*Required work*. Set down the records exactly as they stand, except for any pictures, which you should omit.
+++ Extracted records +++
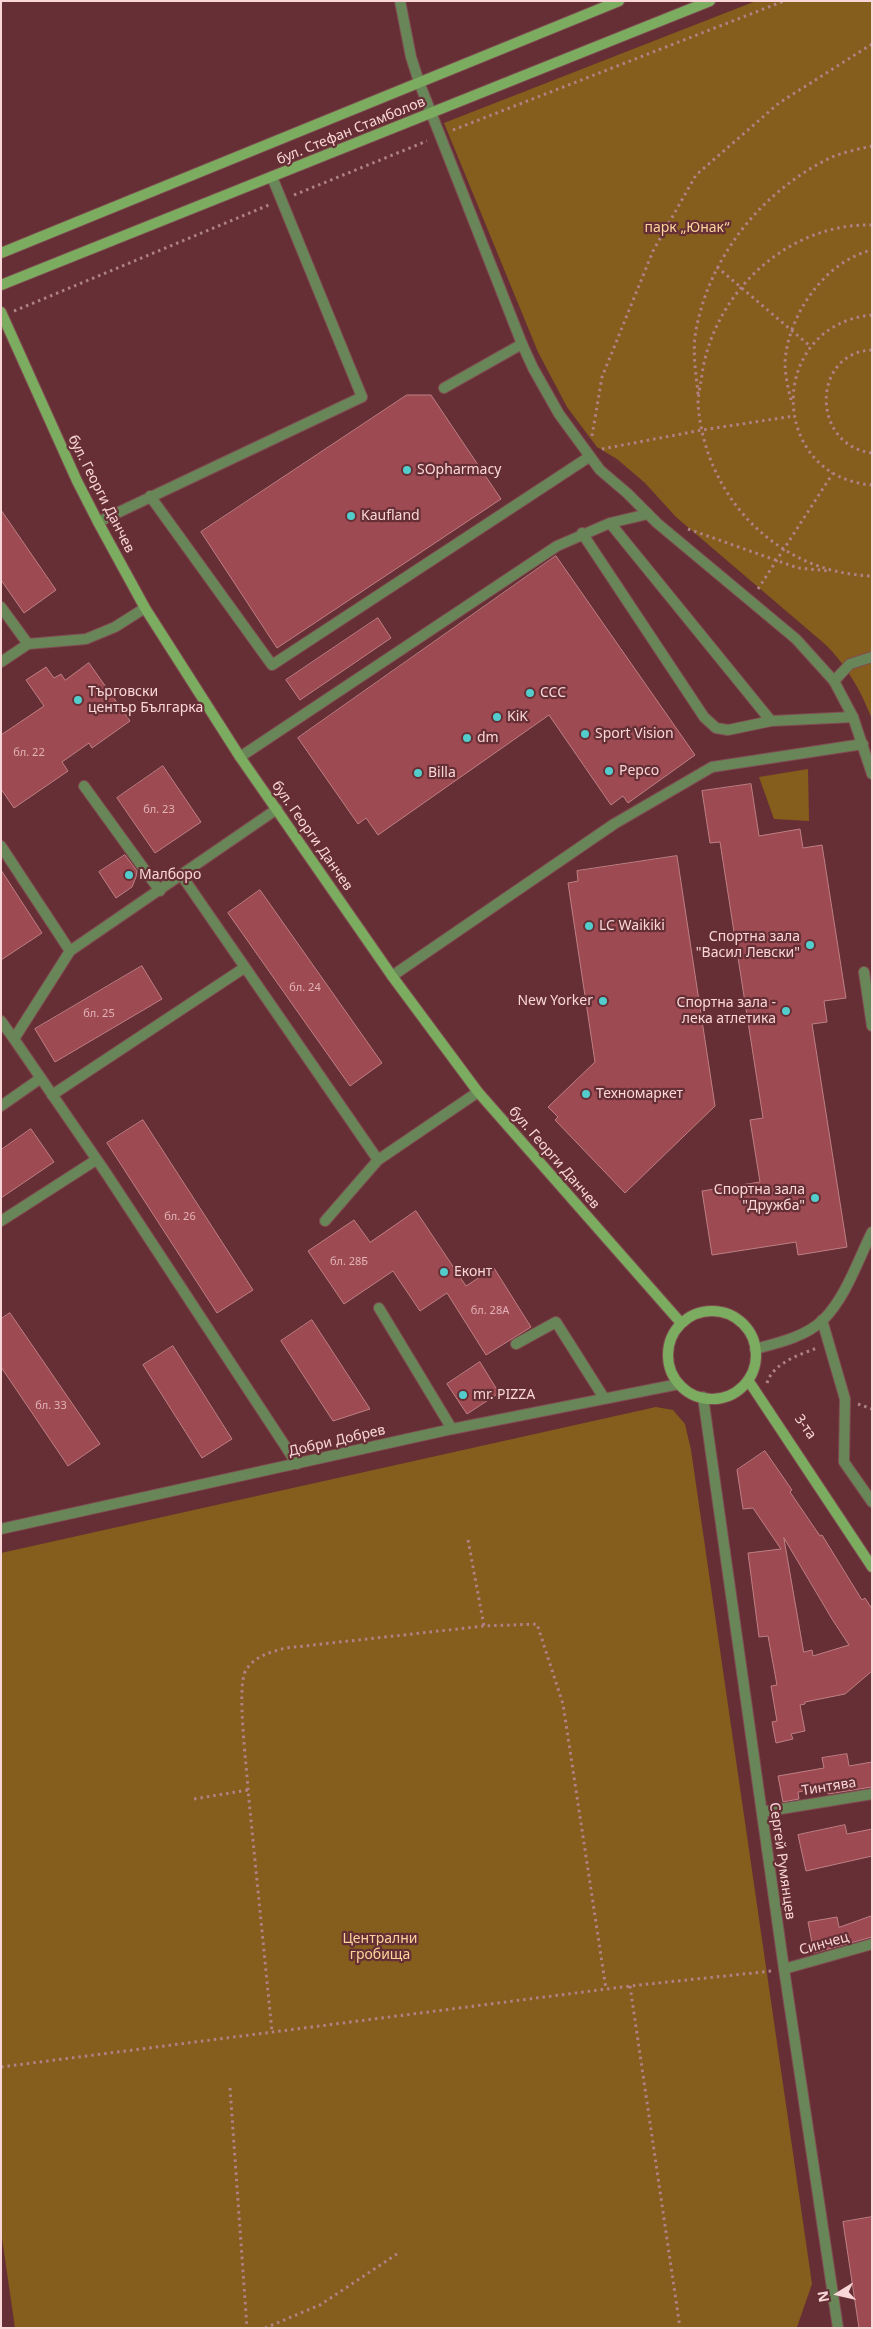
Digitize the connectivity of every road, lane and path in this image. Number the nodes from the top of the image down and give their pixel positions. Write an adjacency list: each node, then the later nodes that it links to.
1 (400, 1): 6 (street)
2 (619, 1): 6 (main road, бул. Стефан Стамболов)
3 (710, 1): 7 (main road, бул. Стефан Стамболов)
4 (784, 1): 8 (path)
5 (872, 44): 30 (path)
6 (418, 82): 7 (street); 14 (main road, бул. Стефан Стамболов)
7 (431, 114): 8 (street); 10 (main road, бул. Стефан Стамболов)
8 (439, 135): 11 (path); 21 (street)
9 (872, 146): 15 (path)
10 (272, 177): 11 (street); 16 (main road, бул. Стефан Стамболов)
11 (282, 200): 18 (path); 33 (street)
12 (872, 225): 17 (path)
13 (872, 250): 20 (path)
14 (1, 253)
15 (717, 267): 17 (path); 25 (path)
16 (1, 286)
17 (740, 288): 20 (path); 25 (path)
18 (2, 314): 35 (main road, бул. Георги Данчев)
19 (872, 315): 22 (path)
20 (793, 330): 22 (path); 26 (path)
21 (522, 344): 24 (street); 30 (street)
22 (810, 346): 26 (path)
23 (872, 350): 29 (path)
24 (444, 388)
25 (698, 402): 28 (path)
26 (792, 408): 27 (path)
27 (794, 416): 28 (path); 31 (path)
28 (702, 430): 30 (path); 39 (path)
29 (872, 453)
30 (589, 457): 33 (street); 34 (street)
31 (833, 473): 32 (path); 39 (path)
32 (872, 485)
33 (150, 496): 35 (street)
34 (648, 514): 36 (street); 43 (street)
35 (98, 522): 45 (main road, бул. Георги Данчев)
36 (610, 523): 38 (street); 51 (street)
37 (681, 527): 40 (path)
38 (582, 533): 51 (street); 53 (street)
39 (784, 550): 40 (path); 41 (path)
40 (777, 562): 41 (path); 43 (path)
41 (840, 572): 42 (path)
42 (872, 576)
43 (749, 602): 49 (street)
44 (1, 607): 46 (street)
45 (145, 608): 46 (street); 53 (main road, бул. Георги Данчев)
46 (28, 644): 48 (street)
47 (872, 657): 49 (street)
48 (1, 662)
49 (834, 681): 50 (street)
50 (853, 716): 51 (street); 52 (street)
51 (771, 721)
52 (863, 744): 54 (street); 63 (street)
53 (240, 757): 56 (main road, бул. Георги Данчев)
54 (872, 774)
55 (84, 786): 59 (street)
56 (277, 809): 58 (street); 63 (main road, бул. Георги Данчев)
57 (1, 846): 60 (street)
58 (182, 876): 59 (street); 61 (street)
59 (160, 891): 60 (street)
60 (70, 952): 66 (street)
61 (244, 968): 69 (street); 72 (street)
62 (864, 972): 65 (street)
63 (392, 976): 68 (main road, бул. Георги Данчев)
64 (1, 1021): 66 (street)
65 (872, 1026)
66 (14, 1039): 67 (street)
67 (41, 1078): 69 (street); 70 (street)
68 (478, 1092): 72 (street); 78 (main road, бул. Георги Данчев)
69 (52, 1095): 71 (street)
70 (1, 1106)
71 (96, 1160): 73 (street); 88 (street)
72 (378, 1160): 74 (street)
73 (1, 1221)
74 (325, 1221)
75 (872, 1232): 77 (street)
76 (379, 1308): 87 (street)
77 (822, 1320): 80 (street); 81 (street)
78 (681, 1324): 81 (main road); 83 (main road)
79 (516, 1344): 85 (street)
80 (829, 1344): 84 (path); 89 (street)
81 (755, 1349): 82 (main road)
82 (748, 1380): 86 (main road); 92 (main road)
83 (679, 1384): 85 (street, Добри Добрев); 86 (main road)
84 (767, 1388)
85 (604, 1398): 87 (street, Добри Добрев)
86 (703, 1398): 97 (street, Сергей Румянцев)
87 (452, 1429): 88 (street, Добри Добрев)
88 (297, 1464): 90 (street, Добри Добрев)
89 (872, 1502)
90 (1, 1529)
91 (468, 1540): 93 (path)
92 (872, 1567)
93 (484, 1626): 94 (path); 101 (path)
94 (248, 1790): 96 (path); 102 (path)
95 (872, 1794): 97 (street, Тинтява)
96 (194, 1799)
97 (762, 1812): 99 (street, Сергей Румянцев)
98 (872, 1944): 99 (street, Синчец)
99 (784, 1969): 100 (path); 109 (street, Сергей Румянцев)
100 (630, 1986): 101 (path); 108 (path)
101 (606, 1989): 102 (path)
102 (272, 2032): 103 (path)
103 (1, 2067)
104 (230, 2088): 106 (path)
105 (400, 2252): 107 (path)
106 (248, 2328)
107 (265, 2328)
108 (680, 2328)
109 (838, 2328)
+++
*Task output*.
Digitize the connectivity of every road, lane and path in this image. Number the nodes from the top of the image down and give their pixel positions. Write an adjacency list: each node, then the later nodes that it links to.
1 (400, 1): 6 (street)
2 (619, 1): 6 (main road, бул. Стефан Стамболов)
3 (710, 1): 7 (main road, бул. Стефан Стамболов)
4 (784, 1): 8 (path)
5 (872, 44): 30 (path)
6 (418, 82): 7 (street); 14 (main road, бул. Стефан Стамболов)
7 (431, 114): 8 (street); 10 (main road, бул. Стефан Стамболов)
8 (439, 135): 11 (path); 21 (street)
9 (872, 146): 15 (path)
10 (272, 177): 11 (street); 16 (main road, бул. Стефан Стамболов)
11 (282, 200): 18 (path); 33 (street)
12 (872, 225): 17 (path)
13 (872, 250): 20 (path)
14 (1, 253)
15 (717, 267): 17 (path); 25 (path)
16 (1, 286)
17 (740, 288): 20 (path); 25 (path)
18 (2, 314): 35 (main road, бул. Георги Данчев)
19 (872, 315): 22 (path)
20 (793, 330): 22 (path); 26 (path)
21 (522, 344): 24 (street); 30 (street)
22 (810, 346): 26 (path)
23 (872, 350): 29 (path)
24 (444, 388)
25 (698, 402): 28 (path)
26 (792, 408): 27 (path)
27 (794, 416): 28 (path); 31 (path)
28 (702, 430): 30 (path); 39 (path)
29 (872, 453)
30 (589, 457): 33 (street); 34 (street)
31 (833, 473): 32 (path); 39 (path)
32 (872, 485)
33 (150, 496): 35 (street)
34 (648, 514): 36 (street); 43 (street)
35 (98, 522): 45 (main road, бул. Георги Данчев)
36 (610, 523): 38 (street); 51 (street)
37 (681, 527): 40 (path)
38 (582, 533): 51 (street); 53 (street)
39 (784, 550): 40 (path); 41 (path)
40 (777, 562): 41 (path); 43 (path)
41 (840, 572): 42 (path)
42 (872, 576)
43 (749, 602): 49 (street)
44 (1, 607): 46 (street)
45 (145, 608): 46 (street); 53 (main road, бул. Георги Данчев)
46 (28, 644): 48 (street)
47 (872, 657): 49 (street)
48 (1, 662)
49 (834, 681): 50 (street)
50 (853, 716): 51 (street); 52 (street)
51 (771, 721)
52 (863, 744): 54 (street); 63 (street)
53 (240, 757): 56 (main road, бул. Георги Данчев)
54 (872, 774)
55 (84, 786): 59 (street)
56 (277, 809): 58 (street); 63 (main road, бул. Георги Данчев)
57 (1, 846): 60 (street)
58 (182, 876): 59 (street); 61 (street)
59 (160, 891): 60 (street)
60 (70, 952): 66 (street)
61 (244, 968): 69 (street); 72 (street)
62 (864, 972): 65 (street)
63 (392, 976): 68 (main road, бул. Георги Данчев)
64 (1, 1021): 66 (street)
65 (872, 1026)
66 (14, 1039): 67 (street)
67 (41, 1078): 69 (street); 70 (street)
68 (478, 1092): 72 (street); 78 (main road, бул. Георги Данчев)
69 (52, 1095): 71 (street)
70 (1, 1106)
71 (96, 1160): 73 (street); 88 (street)
72 (378, 1160): 74 (street)
73 (1, 1221)
74 (325, 1221)
75 (872, 1232): 77 (street)
76 (379, 1308): 87 (street)
77 (822, 1320): 80 (street); 81 (street)
78 (681, 1324): 81 (main road); 83 (main road)
79 (516, 1344): 85 (street)
80 (829, 1344): 84 (path); 89 (street)
81 (755, 1349): 82 (main road)
82 (748, 1380): 86 (main road); 92 (main road)
83 (679, 1384): 85 (street, Добри Добрев); 86 (main road)
84 (767, 1388)
85 (604, 1398): 87 (street, Добри Добрев)
86 (703, 1398): 97 (street, Сергей Румянцев)
87 (452, 1429): 88 (street, Добри Добрев)
88 (297, 1464): 90 (street, Добри Добрев)
89 (872, 1502)
90 (1, 1529)
91 (468, 1540): 93 (path)
92 (872, 1567)
93 (484, 1626): 94 (path); 101 (path)
94 (248, 1790): 96 (path); 102 (path)
95 (872, 1794): 97 (street, Тинтява)
96 (194, 1799)
97 (762, 1812): 99 (street, Сергей Румянцев)
98 (872, 1944): 99 (street, Синчец)
99 (784, 1969): 100 (path); 109 (street, Сергей Румянцев)
100 (630, 1986): 101 (path); 108 (path)
101 (606, 1989): 102 (path)
102 (272, 2032): 103 (path)
103 (1, 2067)
104 (230, 2088): 106 (path)
105 (400, 2252): 107 (path)
106 (248, 2328)
107 (265, 2328)
108 (680, 2328)
109 (838, 2328)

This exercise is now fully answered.